### TASK STATEMENT
The number of lines in the entries below holding the word "graph" is all that is needed here.

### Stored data
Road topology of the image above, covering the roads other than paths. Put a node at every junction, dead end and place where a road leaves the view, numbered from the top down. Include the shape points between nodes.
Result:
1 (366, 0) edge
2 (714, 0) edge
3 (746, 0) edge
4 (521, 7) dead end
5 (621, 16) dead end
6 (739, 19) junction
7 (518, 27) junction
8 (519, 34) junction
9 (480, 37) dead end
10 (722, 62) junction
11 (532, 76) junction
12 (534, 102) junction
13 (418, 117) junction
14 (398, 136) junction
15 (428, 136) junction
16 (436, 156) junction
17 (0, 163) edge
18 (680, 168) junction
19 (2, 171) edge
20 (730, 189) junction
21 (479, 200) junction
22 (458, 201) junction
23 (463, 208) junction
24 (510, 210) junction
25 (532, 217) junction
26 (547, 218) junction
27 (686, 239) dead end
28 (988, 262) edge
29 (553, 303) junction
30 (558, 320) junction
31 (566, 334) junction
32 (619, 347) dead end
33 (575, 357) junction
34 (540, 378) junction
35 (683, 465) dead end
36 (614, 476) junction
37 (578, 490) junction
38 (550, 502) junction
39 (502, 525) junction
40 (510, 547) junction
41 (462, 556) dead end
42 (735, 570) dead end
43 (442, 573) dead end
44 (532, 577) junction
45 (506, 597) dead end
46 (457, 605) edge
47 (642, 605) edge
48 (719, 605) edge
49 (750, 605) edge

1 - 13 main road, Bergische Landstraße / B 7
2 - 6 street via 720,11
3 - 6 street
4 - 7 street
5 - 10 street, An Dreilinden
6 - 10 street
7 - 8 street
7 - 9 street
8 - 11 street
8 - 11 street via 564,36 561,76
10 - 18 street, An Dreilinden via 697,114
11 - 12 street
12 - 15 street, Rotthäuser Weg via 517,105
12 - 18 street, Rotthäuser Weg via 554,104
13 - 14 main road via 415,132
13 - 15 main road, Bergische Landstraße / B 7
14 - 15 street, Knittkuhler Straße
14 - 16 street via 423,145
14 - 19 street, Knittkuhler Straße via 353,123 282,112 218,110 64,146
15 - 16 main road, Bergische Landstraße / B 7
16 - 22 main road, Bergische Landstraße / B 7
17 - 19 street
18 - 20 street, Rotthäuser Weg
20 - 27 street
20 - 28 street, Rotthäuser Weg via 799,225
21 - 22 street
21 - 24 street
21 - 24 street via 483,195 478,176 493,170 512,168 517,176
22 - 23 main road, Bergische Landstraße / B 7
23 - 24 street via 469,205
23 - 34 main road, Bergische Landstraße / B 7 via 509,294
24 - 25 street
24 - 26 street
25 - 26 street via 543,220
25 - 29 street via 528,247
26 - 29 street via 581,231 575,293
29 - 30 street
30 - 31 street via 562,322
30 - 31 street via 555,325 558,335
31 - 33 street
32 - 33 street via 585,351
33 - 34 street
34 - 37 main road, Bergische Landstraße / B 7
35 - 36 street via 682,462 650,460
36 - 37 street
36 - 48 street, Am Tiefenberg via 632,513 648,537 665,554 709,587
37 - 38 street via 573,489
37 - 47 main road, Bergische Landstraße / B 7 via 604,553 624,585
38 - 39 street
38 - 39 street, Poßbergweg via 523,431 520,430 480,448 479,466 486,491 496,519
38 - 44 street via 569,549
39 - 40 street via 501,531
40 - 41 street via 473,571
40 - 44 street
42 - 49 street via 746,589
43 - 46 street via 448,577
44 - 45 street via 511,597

==

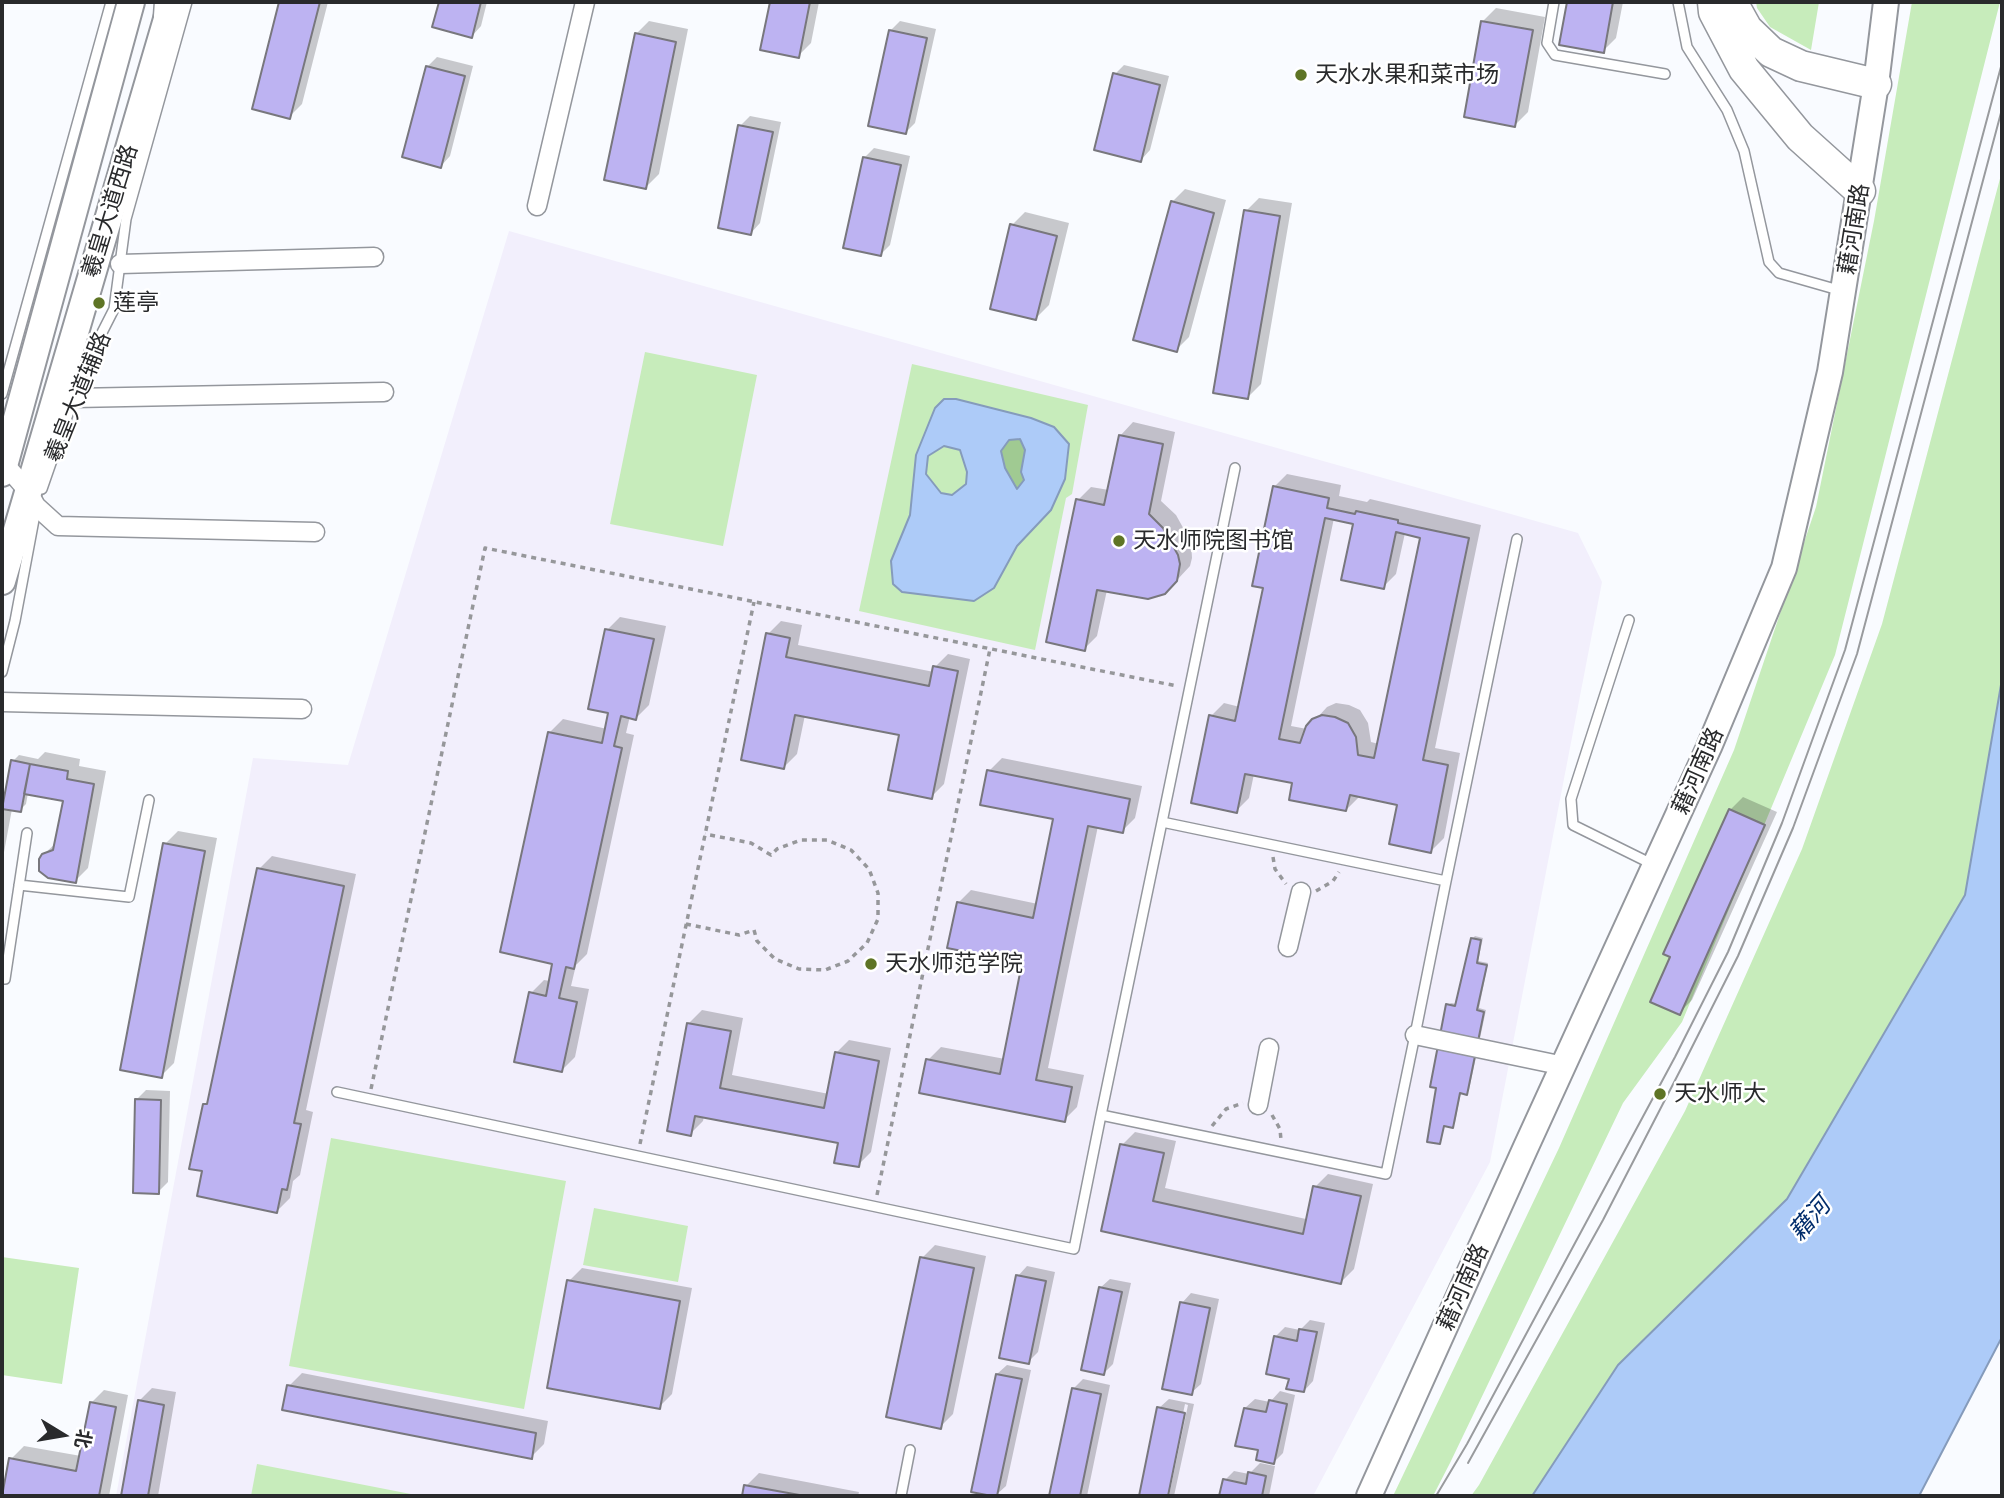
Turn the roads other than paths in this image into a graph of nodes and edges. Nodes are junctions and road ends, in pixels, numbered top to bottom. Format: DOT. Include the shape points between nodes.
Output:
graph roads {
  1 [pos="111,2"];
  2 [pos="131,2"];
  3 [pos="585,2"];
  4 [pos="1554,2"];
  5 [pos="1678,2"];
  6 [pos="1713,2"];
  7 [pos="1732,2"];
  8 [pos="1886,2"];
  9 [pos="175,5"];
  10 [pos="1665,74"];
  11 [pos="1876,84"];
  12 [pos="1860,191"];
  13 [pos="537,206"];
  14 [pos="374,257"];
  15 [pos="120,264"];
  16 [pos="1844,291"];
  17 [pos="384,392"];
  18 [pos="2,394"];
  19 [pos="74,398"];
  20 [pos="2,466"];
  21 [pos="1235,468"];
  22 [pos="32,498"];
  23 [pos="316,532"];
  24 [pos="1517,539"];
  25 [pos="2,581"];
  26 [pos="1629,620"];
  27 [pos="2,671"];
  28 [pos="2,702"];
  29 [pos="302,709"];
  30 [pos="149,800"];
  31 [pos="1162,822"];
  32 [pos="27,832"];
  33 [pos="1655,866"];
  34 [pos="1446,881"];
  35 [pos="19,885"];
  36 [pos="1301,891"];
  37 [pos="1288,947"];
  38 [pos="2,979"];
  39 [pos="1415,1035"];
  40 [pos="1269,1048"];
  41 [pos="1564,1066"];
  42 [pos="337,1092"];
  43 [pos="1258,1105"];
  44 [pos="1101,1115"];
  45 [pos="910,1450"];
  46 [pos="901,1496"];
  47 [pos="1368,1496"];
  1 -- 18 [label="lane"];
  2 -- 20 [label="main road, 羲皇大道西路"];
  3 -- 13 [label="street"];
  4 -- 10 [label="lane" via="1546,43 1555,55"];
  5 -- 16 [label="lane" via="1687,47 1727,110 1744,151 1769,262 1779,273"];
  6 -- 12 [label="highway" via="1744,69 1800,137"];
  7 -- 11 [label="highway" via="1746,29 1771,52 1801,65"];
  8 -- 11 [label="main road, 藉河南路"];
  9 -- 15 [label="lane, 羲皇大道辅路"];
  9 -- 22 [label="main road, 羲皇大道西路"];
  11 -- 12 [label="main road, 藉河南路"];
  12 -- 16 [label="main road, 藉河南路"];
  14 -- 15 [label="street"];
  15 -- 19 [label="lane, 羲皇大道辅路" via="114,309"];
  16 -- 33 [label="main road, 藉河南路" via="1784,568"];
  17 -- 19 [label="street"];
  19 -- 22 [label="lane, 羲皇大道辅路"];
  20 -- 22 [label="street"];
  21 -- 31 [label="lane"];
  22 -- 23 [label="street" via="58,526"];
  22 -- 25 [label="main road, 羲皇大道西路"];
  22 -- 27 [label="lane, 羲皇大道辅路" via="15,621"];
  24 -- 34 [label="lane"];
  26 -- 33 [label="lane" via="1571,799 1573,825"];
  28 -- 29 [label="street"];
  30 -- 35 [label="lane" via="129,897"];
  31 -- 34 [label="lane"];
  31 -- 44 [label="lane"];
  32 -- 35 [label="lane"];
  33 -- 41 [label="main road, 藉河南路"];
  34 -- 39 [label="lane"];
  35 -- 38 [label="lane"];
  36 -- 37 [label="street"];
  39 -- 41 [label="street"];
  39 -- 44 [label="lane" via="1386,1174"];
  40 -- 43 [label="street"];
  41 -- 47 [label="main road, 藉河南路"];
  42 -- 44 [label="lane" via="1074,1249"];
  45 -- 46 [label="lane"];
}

### EXERCISE RESPONSE
2